Emeco chairs are about as “green” as chairs can be — they are composed of 80 percent recycled aluminum, and of this, 40 percent is post-consumer waste and 40 percent is post-industrial waste. Post-industrial means that manufacturing scrap and trimmings are gathered and reprocessed on site. Post-consumer waste is the crème-de-la-crème of recycled content, deriving from material that has been consumed, discarded and collected. Most post-consumer aluminum waste comes from used soda cans, which is appropriate for a college campus when you think about it. 

Emeco chairs have other “green” attributes.
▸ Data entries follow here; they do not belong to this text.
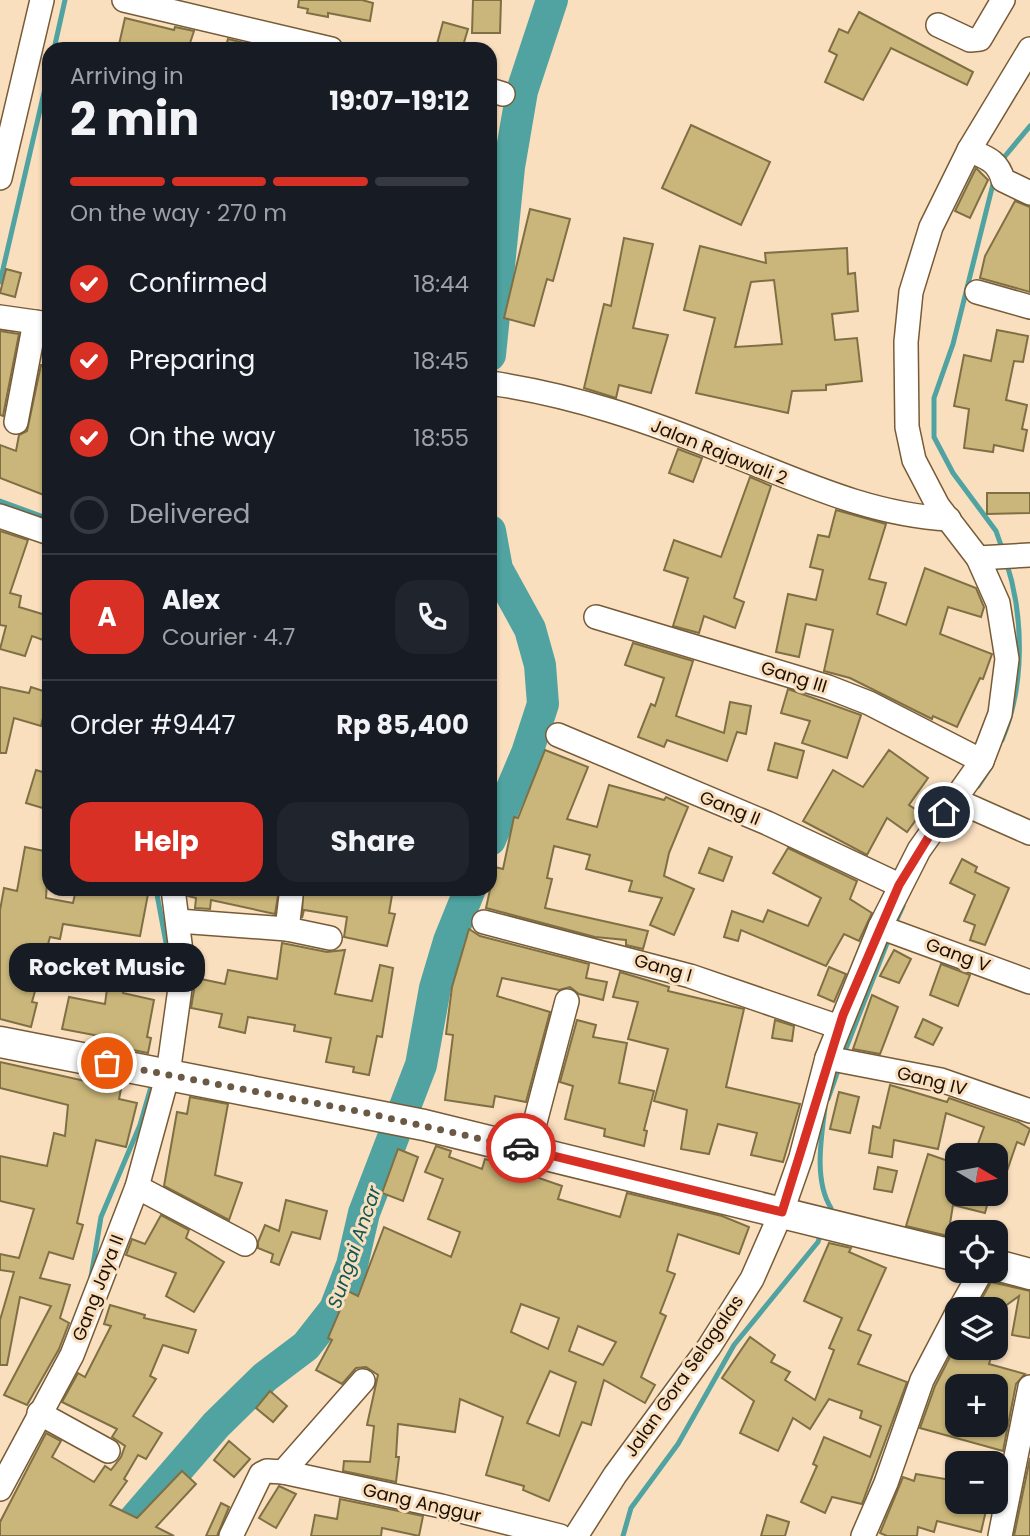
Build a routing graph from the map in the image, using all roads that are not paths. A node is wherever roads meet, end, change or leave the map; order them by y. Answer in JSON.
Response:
{"nodes":[{"id":1,"x":42,"y":0,"type":"edge"},
{"id":2,"x":124,"y":0,"type":"edge"},
{"id":3,"x":1003,"y":0,"type":"edge"},
{"id":4,"x":938,"y":25,"type":"dead end"},
{"id":5,"x":301,"y":42,"type":"edge"},
{"id":6,"x":1029,"y":55,"type":"edge"},
{"id":7,"x":4,"y":145,"type":"edge"},
{"id":8,"x":970,"y":150,"type":"junction"},
{"id":9,"x":0,"y":178,"type":"edge"},
{"id":10,"x":1030,"y":193,"type":"edge"},
{"id":11,"x":977,"y":292,"type":"dead end"},
{"id":12,"x":1030,"y":307,"type":"edge"},
{"id":13,"x":1,"y":317,"type":"edge"},
{"id":14,"x":42,"y":323,"type":"edge"},
{"id":15,"x":499,"y":384,"type":"edge"},
{"id":16,"x":16,"y":422,"type":"dead end"},
{"id":17,"x":0,"y":516,"type":"edge"},
{"id":18,"x":949,"y":519,"type":"junction"},
{"id":19,"x":42,"y":531,"type":"edge"},
{"id":20,"x":1025,"y":555,"type":"edge"},
{"id":21,"x":983,"y":557,"type":"junction"},
{"id":22,"x":596,"y":617,"type":"dead end"},
{"id":23,"x":558,"y":736,"type":"dead end"},
{"id":24,"x":982,"y":761,"type":"junction"},
{"id":25,"x":960,"y":802,"type":"junction"},
{"id":26,"x":1030,"y":833,"type":"edge"},
{"id":27,"x":899,"y":885,"type":"junction"},
{"id":28,"x":174,"y":896,"type":"edge"},
{"id":29,"x":290,"y":896,"type":"dead end"},
{"id":30,"x":178,"y":920,"type":"junction"},
{"id":31,"x":484,"y":922,"type":"dead end"},
{"id":32,"x":287,"y":929,"type":"junction"},
{"id":33,"x":889,"y":930,"type":"junction"},
{"id":34,"x":330,"y":938,"type":"dead end"},
{"id":35,"x":1030,"y":982,"type":"edge"},
{"id":36,"x":567,"y":1001,"type":"dead end"},
{"id":37,"x":839,"y":1027,"type":"junction"},
{"id":38,"x":0,"y":1042,"type":"edge"},
{"id":39,"x":835,"y":1060,"type":"junction"},
{"id":40,"x":154,"y":1072,"type":"junction"},
{"id":41,"x":1030,"y":1111,"type":"edge"},
{"id":42,"x":528,"y":1149,"type":"junction"},
{"id":43,"x":136,"y":1187,"type":"junction"},
{"id":44,"x":782,"y":1212,"type":"junction"},
{"id":45,"x":244,"y":1244,"type":"dead end"},
{"id":46,"x":945,"y":1253,"type":"edge"},
{"id":47,"x":1008,"y":1268,"type":"edge"},
{"id":48,"x":1030,"y":1273,"type":"edge"},
{"id":49,"x":945,"y":1337,"type":"edge"},
{"id":50,"x":363,"y":1381,"type":"dead end"},
{"id":51,"x":1030,"y":1387,"type":"edge"},
{"id":52,"x":39,"y":1413,"type":"junction"},
{"id":53,"x":108,"y":1451,"type":"dead end"},
{"id":54,"x":1023,"y":1459,"type":"edge"},
{"id":55,"x":283,"y":1472,"type":"junction"},
{"id":56,"x":1,"y":1486,"type":"edge"},
{"id":57,"x":231,"y":1536,"type":"edge"},
{"id":58,"x":560,"y":1536,"type":"edge"},
{"id":59,"x":576,"y":1536,"type":"edge"},
{"id":60,"x":863,"y":1536,"type":"edge"},
{"id":61,"x":1000,"y":1536,"type":"edge"}],
"edges":[{"from":1,"to":7,"type":"street"},
{"from":2,"to":5,"type":"street"},
{"from":3,"to":4,"type":"street"},
{"from":6,"to":8,"type":"street","name":"Jalan Gora Selagalas"},
{"from":7,"to":9,"type":"street"},
{"from":8,"to":10,"type":"street"},
{"from":8,"to":18,"type":"street","name":"Jalan Gora Selagalas"},
{"from":11,"to":12,"type":"street"},
{"from":13,"to":14,"type":"street"},
{"from":14,"to":16,"type":"street"},
{"from":15,"to":18,"type":"street","name":"Jalan Rajawali 2"},
{"from":17,"to":19,"type":"street"},
{"from":18,"to":21,"type":"street","name":"Jalan Gora Selagalas"},
{"from":20,"to":21,"type":"street"},
{"from":21,"to":24,"type":"street","name":"Jalan Gora Selagalas"},
{"from":22,"to":24,"type":"street","name":"Gang III"},
{"from":23,"to":27,"type":"street","name":"Gang II"},
{"from":24,"to":25,"type":"street","name":"Jalan Gora Selagalas"},
{"from":25,"to":26,"type":"street"},
{"from":25,"to":27,"type":"street","name":"Jalan Gora Selagalas"},
{"from":27,"to":33,"type":"street","name":"Jalan Gora Selagalas"},
{"from":28,"to":30,"type":"street","name":"Gang Jaya II"},
{"from":29,"to":32,"type":"street"},
{"from":30,"to":32,"type":"street"},
{"from":30,"to":40,"type":"street","name":"Gang Jaya II"},
{"from":31,"to":37,"type":"street","name":"Gang I"},
{"from":32,"to":34,"type":"street"},
{"from":33,"to":35,"type":"street","name":"Gang V"},
{"from":33,"to":37,"type":"street","name":"Jalan Gora Selagalas"},
{"from":36,"to":42,"type":"street"},
{"from":37,"to":39,"type":"street","name":"Jalan Gora Selagalas"},
{"from":38,"to":40,"type":"main road"},
{"from":39,"to":41,"type":"street","name":"Gang IV"},
{"from":39,"to":44,"type":"street","name":"Jalan Gora Selagalas"},
{"from":40,"to":42,"type":"main road"},
{"from":40,"to":43,"type":"street","name":"Gang Jaya II"},
{"from":42,"to":44,"type":"main road"},
{"from":43,"to":45,"type":"street"},
{"from":43,"to":52,"type":"street","name":"Gang Jaya II"},
{"from":44,"to":46,"type":"main road"},
{"from":44,"to":59,"type":"street","name":"Jalan Gora Selagalas"},
{"from":47,"to":48,"type":"main road"},
{"from":49,"to":60,"type":"street"},
{"from":50,"to":55,"type":"street"},
{"from":51,"to":54,"type":"street"},
{"from":52,"to":53,"type":"street"},
{"from":52,"to":56,"type":"street","name":"Gang Jaya II"},
{"from":54,"to":61,"type":"street"},
{"from":55,"to":57,"type":"street"},
{"from":55,"to":58,"type":"street","name":"Gang Anggur"}]}
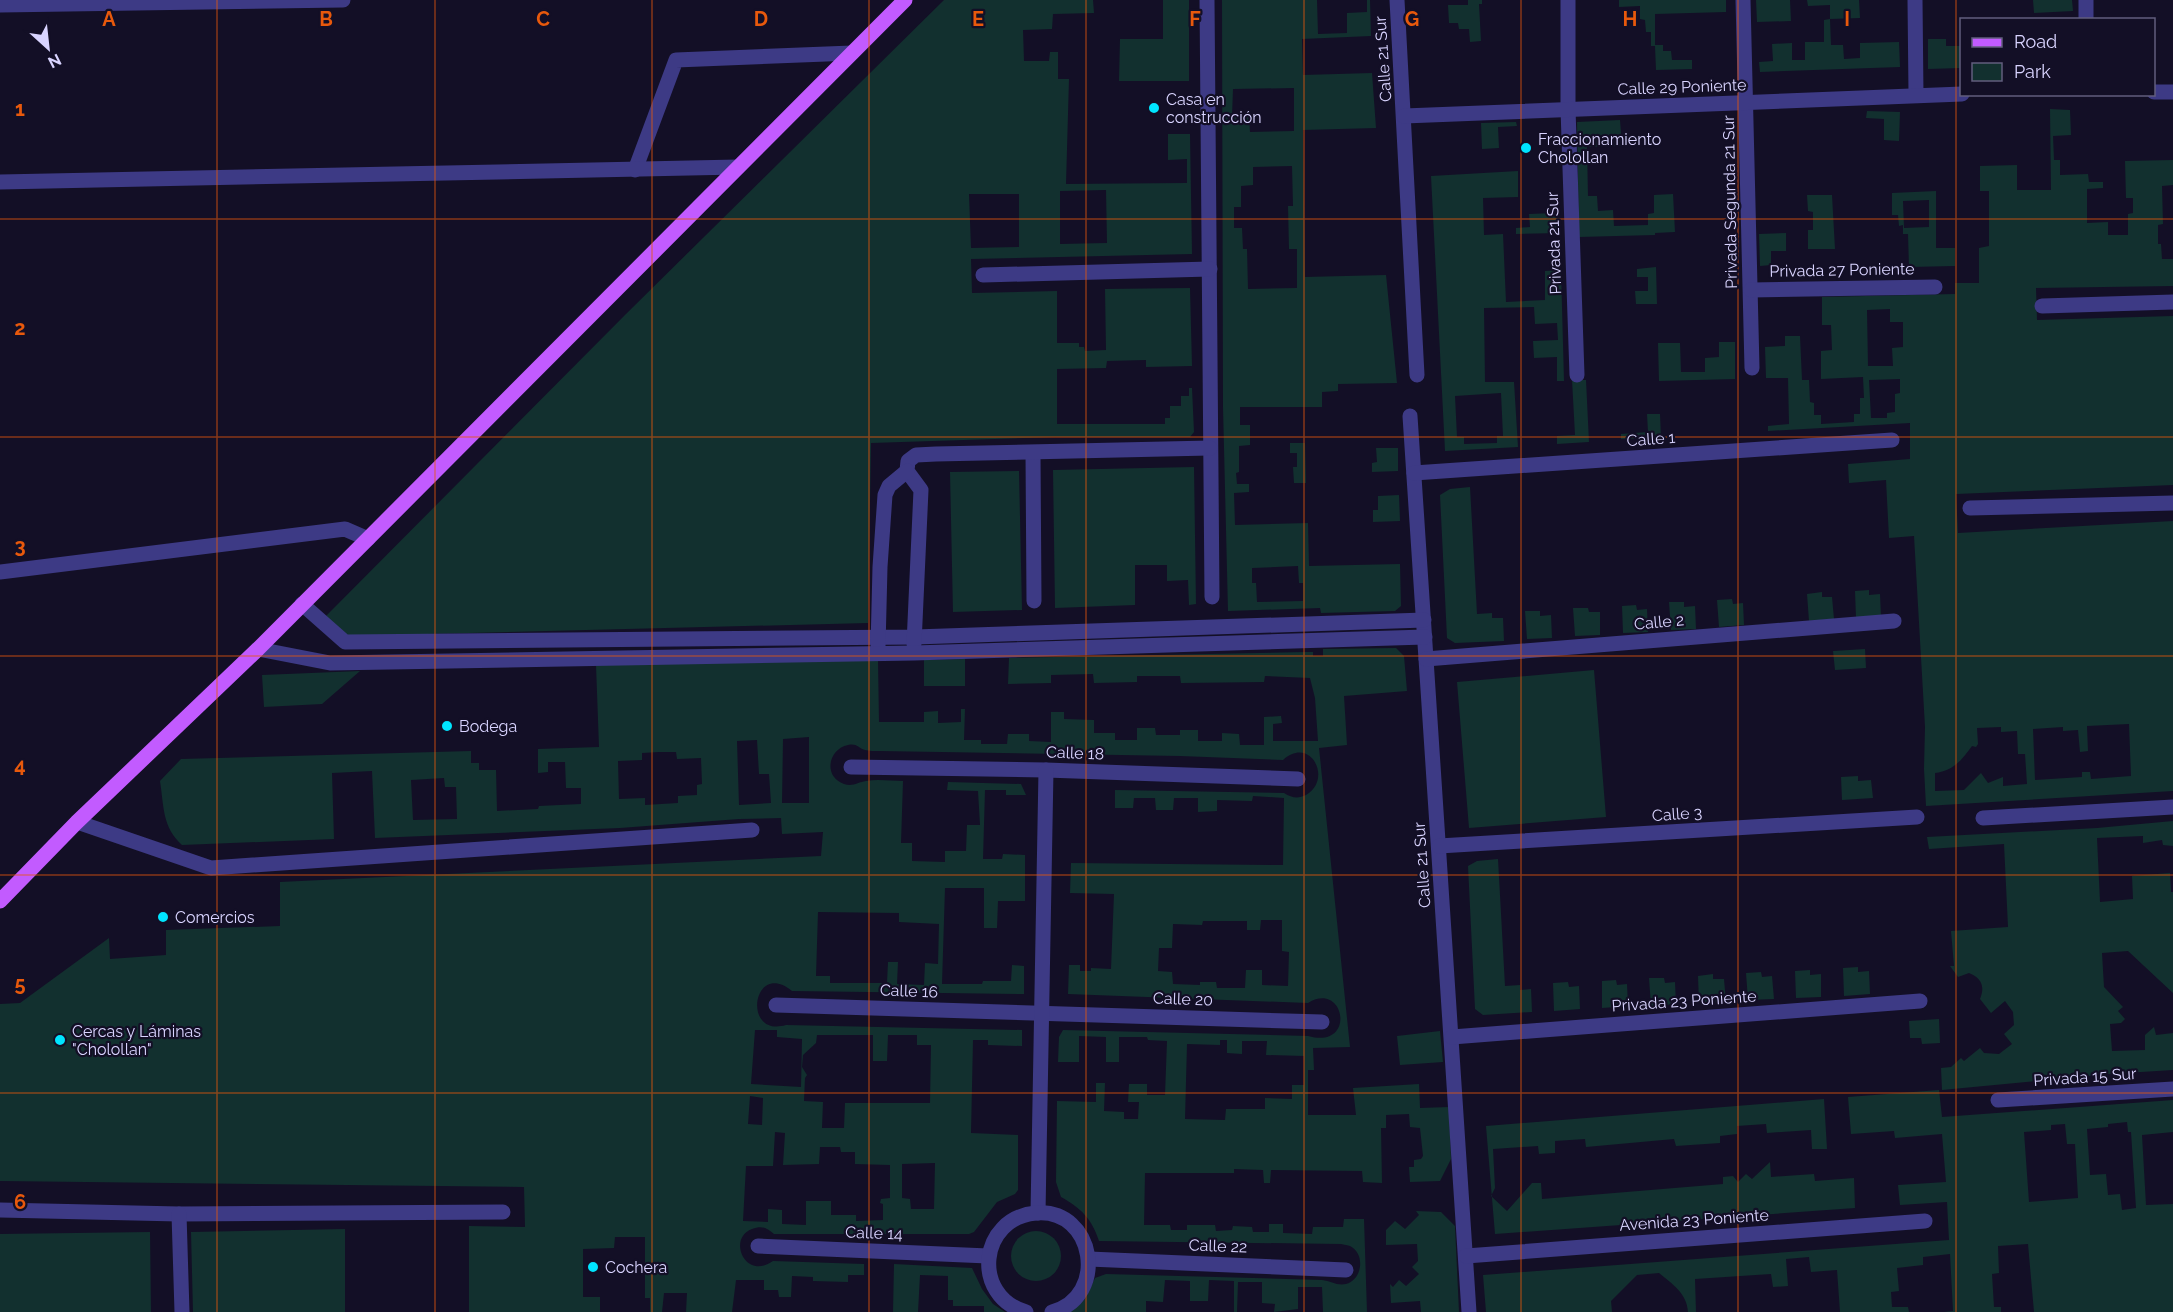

They are strong and durable, designed and constructed to last at least 150 years, and can be recycled at the end of their lifetimes. They offer significant energy savings — the energy density of chairs made from virgin aluminum is 17 times greater than that of chairs made from recycled materials. All said, Emeco chairs are considered environmentally sound choices. They can even help a building project qualify for LEED™ Certification.

Developing Seaworthy Furniture
There is much more to these chairs, however, than their environmental virtue: they also tell an irresistible tale of ingenuity, engineering, and design. In another sense, then, the story of the chairs in Mohr Student Center began in 1944, when the U.S. Navy requested that Emeco (Electric Machine and Engineering Company) manufacture a chair appropriate for destroyers and submarines. The Navy needed seaworthy furniture: lightweight, fireproof, nonmagnetic (so as not to interfere with instruments), and resistant to the effects of salt air. In cooperation with aluminum producer Alcoa, Emeco invented its iconic 1006 chair.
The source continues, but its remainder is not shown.